Bij de hedendaagse natuurvolkeren staat de kunst (dus ook muziek) volledig in dienst van de gemeenschap, d.w.z. ze staat niet zelfstandig , maar wordt enkel bedreven omwille van activiteiten van de stam of de gemeenschap. De muziek wordt ook niet bedreven door enkelingen voor een publiek, maar de volledige gemeenschap neemt er deel aan.
Hierin herkennen we 2 opsplitsingen, het collectieve (door en voor de gemeenschap) en het functionele (de muziek heeft een welomschreven opdracht). Beide functies staan in het teken van Magie en arbeid.
Onder magie verstaan we: geloofsbezwering in geesten, bovennatuurlijke krachten en demonen, bezield zijn door voorwerpen, wapens, levensloze voorwerpen. Deze houding van de mens kwam voort uit het onwetende en onbekende oorzaken van natuurverschijnselen.
De magie is en was meestal verbonden met zang en dans. (men zingt al dansend)
De eerste ontwikkeling ervan berust op het beginsel van mimetisme (nabootsen van personen, dieren). Men dacht dat (veronderstelling naar de wetenschap bij nog levende natuurvolkeren) De hoedanigheid van nabootsing kon overgaan in eigen persoon.

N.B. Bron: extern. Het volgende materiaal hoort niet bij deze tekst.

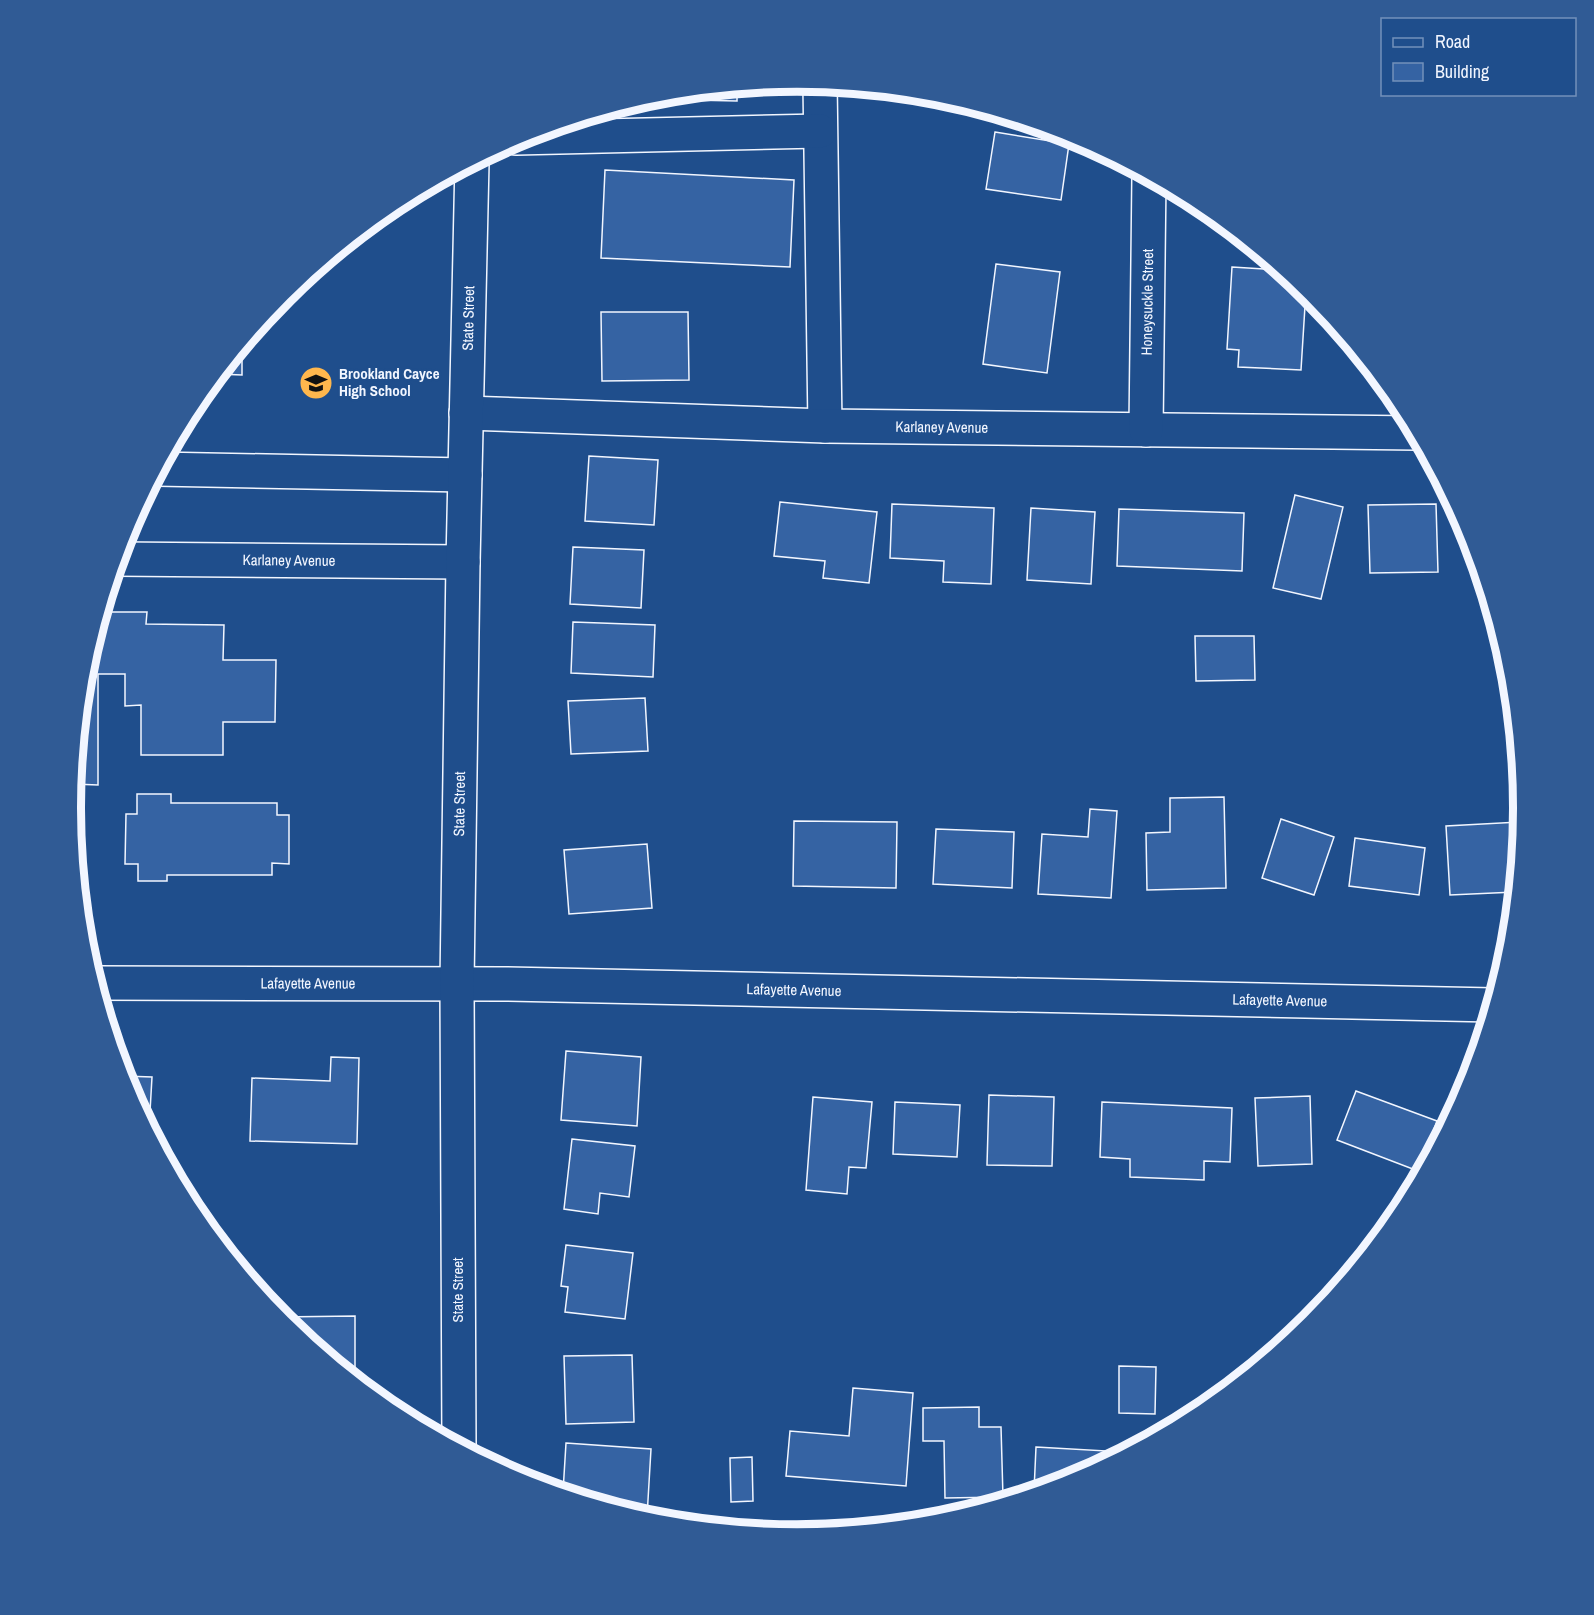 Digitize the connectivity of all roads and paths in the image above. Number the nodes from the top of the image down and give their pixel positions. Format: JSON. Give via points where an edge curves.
{"nodes":[{"id":1,"x":820,"y":92,"type":"edge"},
{"id":2,"x":820,"y":132,"type":"junction"},
{"id":3,"x":545,"y":137,"type":"edge"},
{"id":4,"x":472,"y":169,"type":"edge"},
{"id":5,"x":1149,"y":184,"type":"edge"},
{"id":6,"x":466,"y":414,"type":"junction"},
{"id":7,"x":825,"y":426,"type":"junction"},
{"id":8,"x":1146,"y":430,"type":"junction"},
{"id":9,"x":1406,"y":433,"type":"edge"},
{"id":10,"x":166,"y":470,"type":"edge"},
{"id":11,"x":465,"y":475,"type":"junction"},
{"id":12,"x":126,"y":559,"type":"edge"},
{"id":13,"x":463,"y":562,"type":"junction"},
{"id":14,"x":103,"y":983,"type":"edge"},
{"id":15,"x":457,"y":983,"type":"junction"},
{"id":16,"x":1485,"y":1005,"type":"edge"},
{"id":17,"x":459,"y":1439,"type":"edge"}],
"edges":[{"from":1,"to":2,"type":"street"},
{"from":2,"to":3,"type":"street"},
{"from":2,"to":7,"type":"street"},
{"from":4,"to":6,"type":"street","name":"State Street"},
{"from":5,"to":8,"type":"street","name":"Honeysuckle Street"},
{"from":6,"to":7,"type":"street","name":"Karlaney Avenue"},
{"from":6,"to":11,"type":"street","name":"State Street"},
{"from":7,"to":8,"type":"street","name":"Karlaney Avenue"},
{"from":8,"to":9,"type":"street","name":"Karlaney Avenue"},
{"from":10,"to":11,"type":"street"},
{"from":11,"to":13,"type":"street","name":"State Street"},
{"from":12,"to":13,"type":"street","name":"Karlaney Avenue"},
{"from":13,"to":15,"type":"street","name":"State Street"},
{"from":14,"to":15,"type":"street","name":"Lafayette Avenue"},
{"from":15,"to":16,"type":"street","name":"Lafayette Avenue"},
{"from":15,"to":17,"type":"street","name":"State Street"}]}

Arbeid zal en is een regeling voor groepsarbeid. Deze (primitieve) muziek draagt vooral de eerste bouwsteen ritme met zich mee.
Wanneer men de stijl in zijn eerste ontwikkeling wil ontleden en bespreken, moet men alle bouwstenen in de muziek of in de muzikale compositie bestuderen.
- Ritme
- Melodie
- Toonsterkte
- tempo
- Samenklank
- klankkleur
Wat zou de stijl geweest zijn bij primitieve volkeren?
Dan gaan we terug naar de bouwstenen en starten we met stemvoering.
Een stemvoering tussen de verschillende stemmen onderling. Zo spreekt men van eenstemmig, meerstemmig.
Bij de natuurvolkeren spreken we dan van Monodie, wat zuiver eenstemmig is. Iedereen zingt of roept dezelfde toon. Parafonie, wat meerstemmig is, in de vorm van voor ons gekende kwinten en kwarten. Of tonen die niet zuiver zijn en dissonant (geen samensmelting) klinken. Heterofonie is dat een stem een melodie zingt waarbij een tweede stem dezelfde melodie zingt met versieringen tussen (zoals doorgangstonen of wisseltonen)
Deze stijl is een uitgangspunt is de eerste vorm van muzikale stijlen gebaseerd op nog levende primitieve volkeren. Waarbij men het eerste instrument in zijn bezit heeft. De vocale stem.